Bagi sebagian orang yang bergelut dibidang kesehatan kedatangan medical


representation (medrep) dari suatu perusahaan farmasi adalah hal yang biasa ditemui. Bukan
hal yang susah dibanyak tempat layanan kesehatan sering kita melihat medrep menunggu
dokter untuk menawarkan produk farmasi ataupun sekedar meminta tanda tangan sebagai bukti
serah terima.

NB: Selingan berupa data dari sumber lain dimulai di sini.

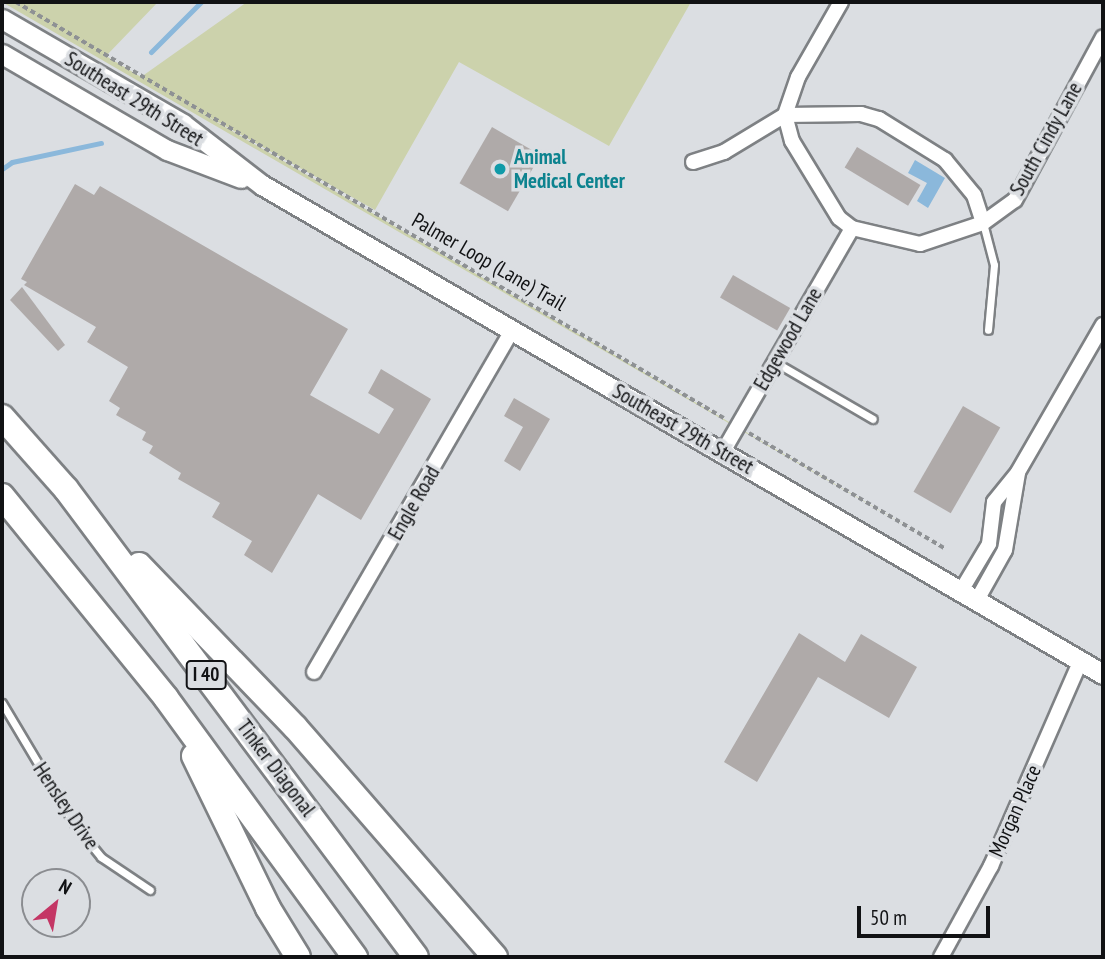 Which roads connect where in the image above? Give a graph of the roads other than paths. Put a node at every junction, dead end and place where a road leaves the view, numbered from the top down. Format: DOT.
graph roads {
  1 [pos="841,2"];
  2 [pos="2,19"];
  3 [pos="1103,37"];
  4 [pos="2,54"];
  5 [pos="785,116"];
  6 [pos="693,162"];
  7 [pos="262,185"];
  8 [pos="983,223"];
  9 [pos="852,228"];
  10 [pos="1103,325"];
  11 [pos="988,330"];
  12 [pos="511,332"];
  13 [pos="775,362"];
  14 [pos="2,417"];
  15 [pos="873,419"];
  16 [pos="724,450"];
  17 [pos="1018,472"];
  18 [pos="66,489"];
  19 [pos="2,496"];
  20 [pos="969,596"];
  21 [pos="1081,660"];
  22 [pos="314,672"];
  23 [pos="1103,674"];
  24 [pos="166,698"];
  25 [pos="2,703"];
  26 [pos="150,890"];
  27 [pos="298,957"];
  28 [pos="355,957"];
  29 [pos="416,957"];
  30 [pos="495,957"];
  31 [pos="941,957"];
  1 -- 5 [label="street"];
  2 -- 7 [label="main road, Southeast 29th Street"];
  3 -- 8 [label="street, South Cindy Lane"];
  4 -- 7 [label="main road, Southeast 29th Street"];
  5 -- 6 [label="street"];
  5 -- 8 [label="street"];
  5 -- 9 [label="street"];
  7 -- 12 [label="main road, Southeast 29th Street"];
  8 -- 9 [label="street, South Cindy Lane"];
  8 -- 11 [label="lane"];
  9 -- 13 [label="street, Edgewood Lane"];
  10 -- 17 [label="street"];
  12 -- 16 [label="main road, Southeast 29th Street"];
  12 -- 22 [label="street, Engle Road"];
  13 -- 15 [label="lane"];
  13 -- 16 [label="street, Edgewood Lane"];
  14 -- 18 [label="highway, Tinker Diagonal / I 40"];
  16 -- 20 [label="main road, Southeast 29th Street"];
  17 -- 20 [label="street"];
  17 -- 20 [label="street"];
  18 -- 29 [label="highway, Tinker Diagonal / I 40"];
  18 -- 30 [label="highway"];
  19 -- 24 [label="highway, I 40"];
  20 -- 21 [label="main road, Southeast 29th Street"];
  21 -- 23 [label="main road, Southeast 29th Street"];
  21 -- 31 [label="street, Morgan Place"];
  24 -- 27 [label="highway"];
  24 -- 28 [label="highway, I 40"];
  25 -- 26 [label="lane, Hensley Drive"];
} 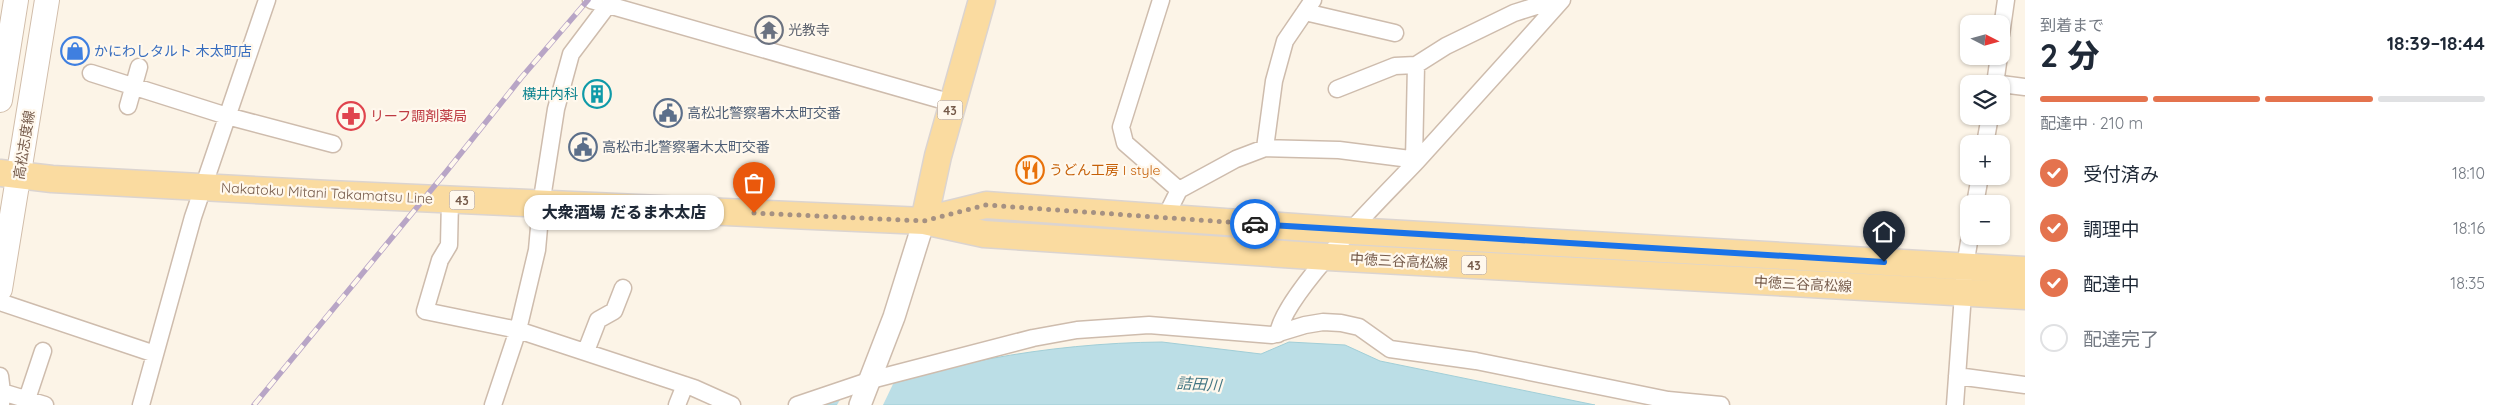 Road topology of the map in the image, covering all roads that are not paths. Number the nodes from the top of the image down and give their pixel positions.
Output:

Hal ini tentu menjadi masalah seperti gunung es yang terlihat runcing
dipermukaan namun menyimpan masalah yang lebih besar di dasar.

Jika hubungan tenaga kesehatan dalam hal ini dokter dan medrep memang untuk
menawarkan obat yang dibutuhkan tentu tidak menjadi masalah, akan tetapi hal ini erat
kaitanya dengan gratifikasi, dimana pihak farmasi menawarkan “sesuatu” baik berupa barang
ataupun uang sebagai imbalan sang dokter harus meresepkan obat tertentu dalam jumlah dan
waktu tertentu. Hal ini jelas salah bukan saja menyalahi hukum dan merupakan tindak kolusi
dibidang kesehatan namun juga melanggar etika kedokteran. Dimana kemandirian profesi
dokter tidak lagi terjaga karena ada campur tangan pihak ketiga.

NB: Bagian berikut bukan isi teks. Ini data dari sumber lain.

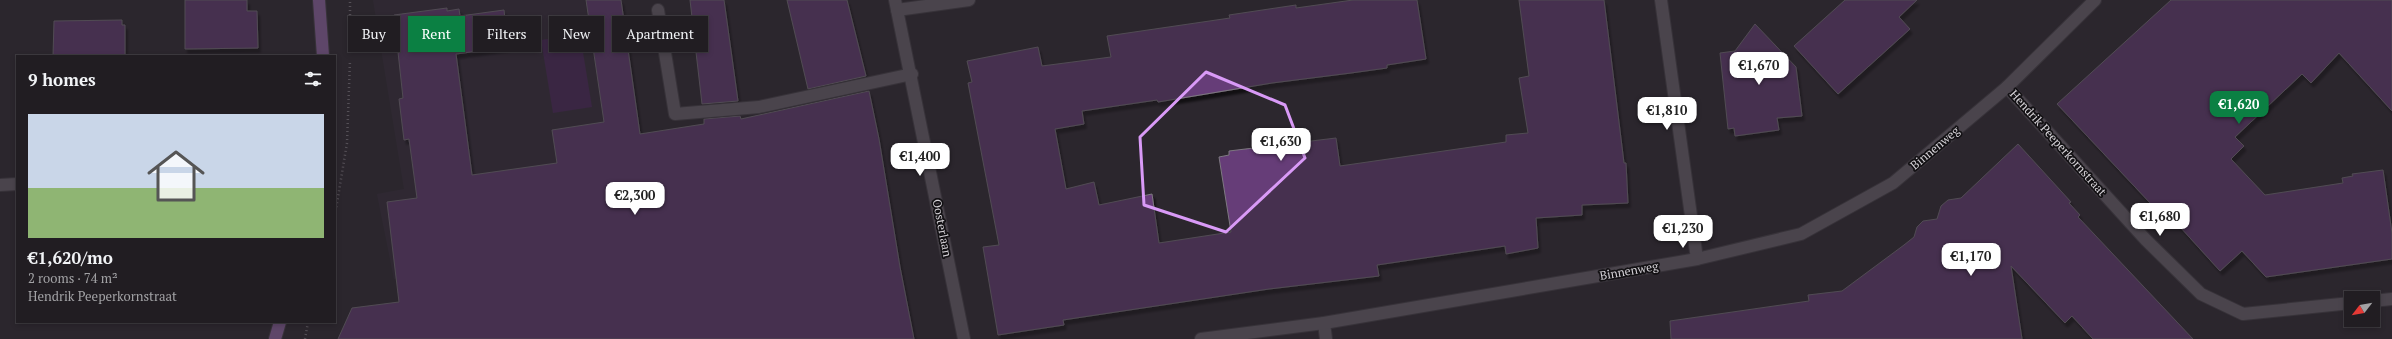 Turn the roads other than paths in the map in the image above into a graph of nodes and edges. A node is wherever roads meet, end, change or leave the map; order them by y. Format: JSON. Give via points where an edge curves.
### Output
{"nodes":[{"id":1,"x":319,"y":0,"type":"edge"},
{"id":2,"x":969,"y":0,"type":"edge"},
{"id":3,"x":1661,"y":0,"type":"edge"},
{"id":4,"x":2095,"y":0,"type":"edge"},
{"id":5,"x":896,"y":5,"type":"edge"},
{"id":6,"x":658,"y":10,"type":"dead end"},
{"id":7,"x":323,"y":55,"type":"edge"},
{"id":8,"x":912,"y":74,"type":"junction"},
{"id":9,"x":2007,"y":87,"type":"junction"},
{"id":10,"x":16,"y":184,"type":"edge"},
{"id":11,"x":0,"y":185,"type":"edge"},
{"id":12,"x":1697,"y":259,"type":"junction"},
{"id":13,"x":2392,"y":299,"type":"edge"},
{"id":14,"x":2380,"y":300,"type":"edge"},
{"id":15,"x":2344,"y":304,"type":"edge"},
{"id":16,"x":280,"y":323,"type":"edge"},
{"id":17,"x":1324,"y":323,"type":"junction"},
{"id":18,"x":275,"y":339,"type":"edge"},
{"id":19,"x":964,"y":339,"type":"edge"},
{"id":20,"x":1201,"y":339,"type":"edge"},
{"id":21,"x":1326,"y":339,"type":"edge"}],
"edges":[{"from":1,"to":7,"type":"main road"},
{"from":2,"to":5,"type":"street"},
{"from":3,"to":12,"type":"street"},
{"from":4,"to":9,"type":"street","name":"Binnenweg"},
{"from":5,"to":8,"type":"street","name":"Oosterlaan"},
{"from":6,"to":8,"type":"street","via":[[675,114],[759,107]]},
{"from":8,"to":19,"type":"street","name":"Oosterlaan"},
{"from":9,"to":12,"type":"street","name":"Binnenweg","via":[[1893,183],[1874,194],[1801,234]]},
{"from":9,"to":15,"type":"street","name":"Hendrik Peeperkornstraat","via":[[2146,240],[2201,294],[2243,314]]},
{"from":10,"to":11,"type":"street"},
{"from":12,"to":17,"type":"street","name":"Binnenweg"},
{"from":13,"to":14,"type":"street"},
{"from":16,"to":18,"type":"main road"},
{"from":17,"to":20,"type":"street","name":"Binnenweg"},
{"from":17,"to":21,"type":"street"}]} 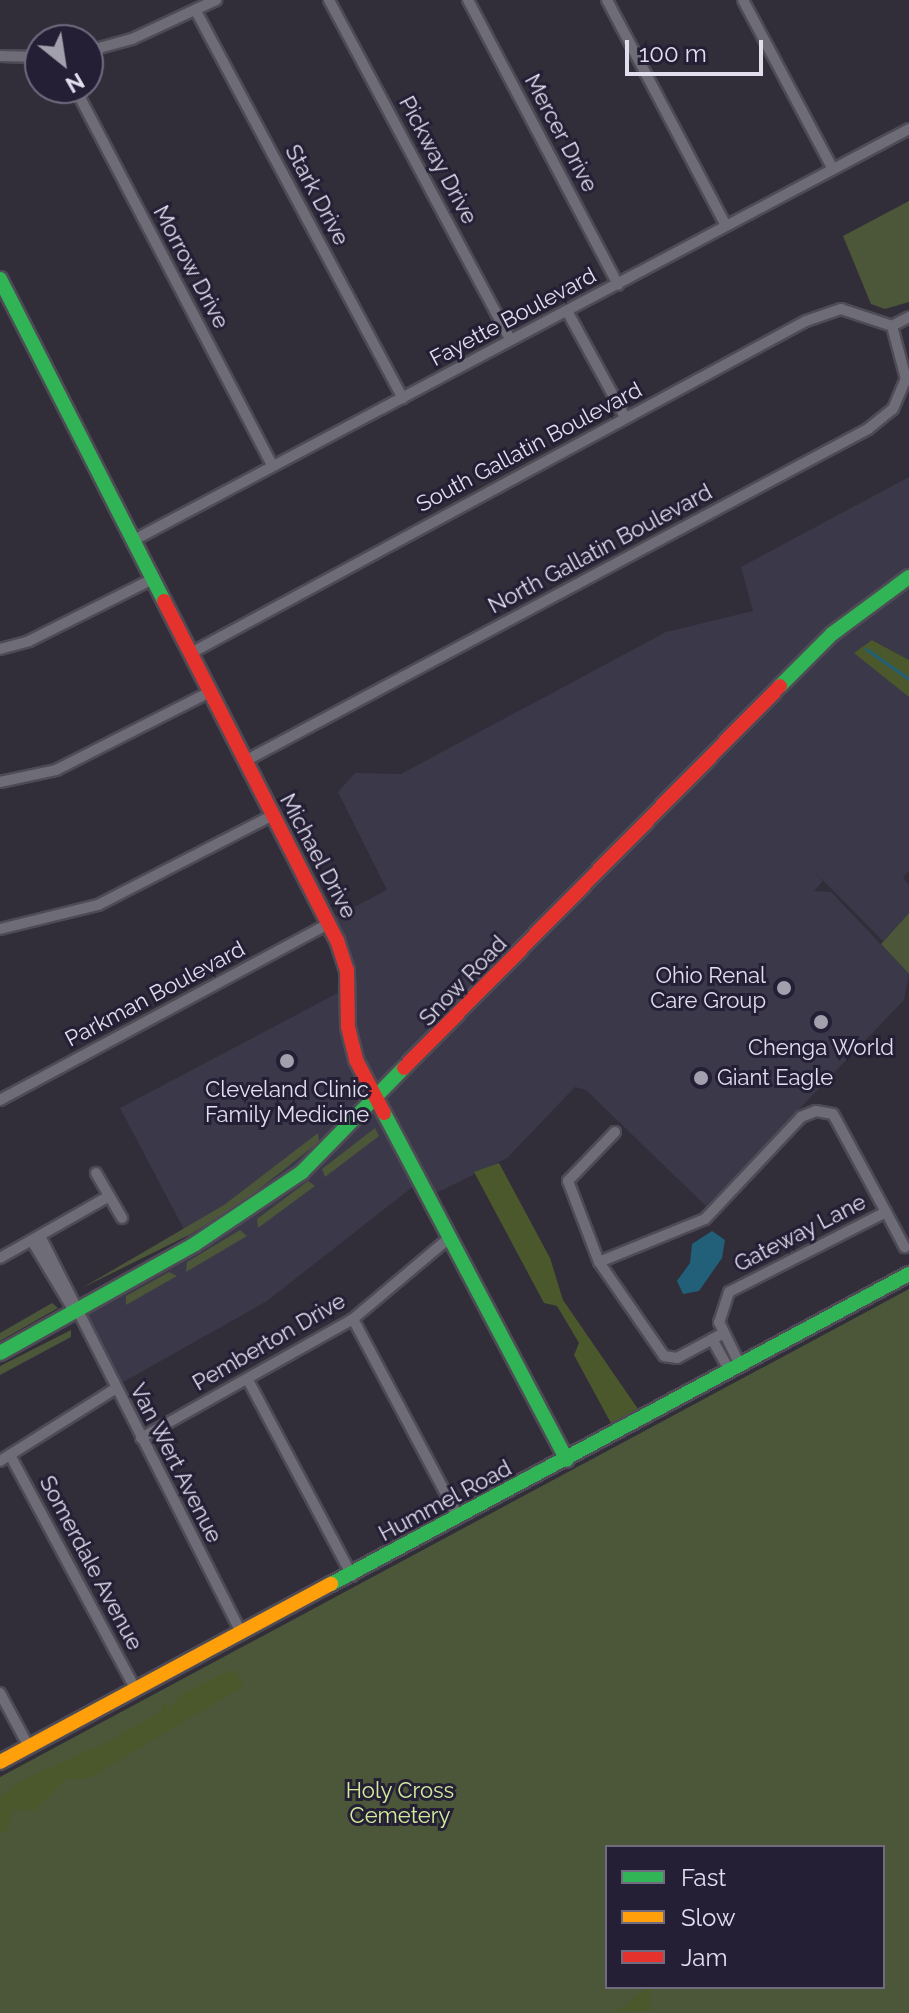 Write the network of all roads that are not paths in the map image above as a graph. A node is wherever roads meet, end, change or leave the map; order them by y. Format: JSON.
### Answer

Dokter cenderung meresepkan obat tertentu dengan harga yang tentunya sebagian besar
tidak murah, meski kita tidak dapat tutup mata tidak semua obat ada generikanya, tidak semua
obat ada di form list obat yang dapat ditanggung asuransi seperti BPJS, ada obat tertentu yang
mau tidak mau jika pasien membutuhkannya perlu diresepkan obat brand . Seorang dokter
semestinya mampu bersikap profesional dan menjunjung etika kemandirian profesi
meresepkan obat tetap rasional tepat obat, tepat dosis, tepat administrasi. Jika pasien memang
membutuhkan obat diluar list form BPJS atau tidak tersedia generiknya dokter perlu melakukan
komunikasi yang sejelas mungkin kepada pasien sehingga pasien tidak merasa “diperas” atau
“dimanfaatkan” dokter yang kejar setoran medrep. Jangan sampai pasien merasa diberatkan
dokter dan kesembuhannya menjadi lahan empuk oknum dokter untuk mendapatkan gratifikasi
dari pihak farmasi.

Menjadi kewajiban dokter untuk berusaha sebaik mungkin untuk kesembuhan pasien
termasuk pemilihan obat tetapi jangan sampai hal yang tidak profesional atau dengan iming-
iming gratifikasi seorang dokter jadi bertindak tidak profesional dan melanggar etika
kedokteran. Pihak farmasi juga dirasa memiliki andil dalam maraknya kasus gratifikasi yang
diberikan kepada oknum dokter. Masih ada dokter yang mengobati pasien dengan
mengedepankan etika kedokteran dan profesional jangan sampai karena oknum kepercayaan
masyarakat terhadap dunia kesehatan jadi berkurang.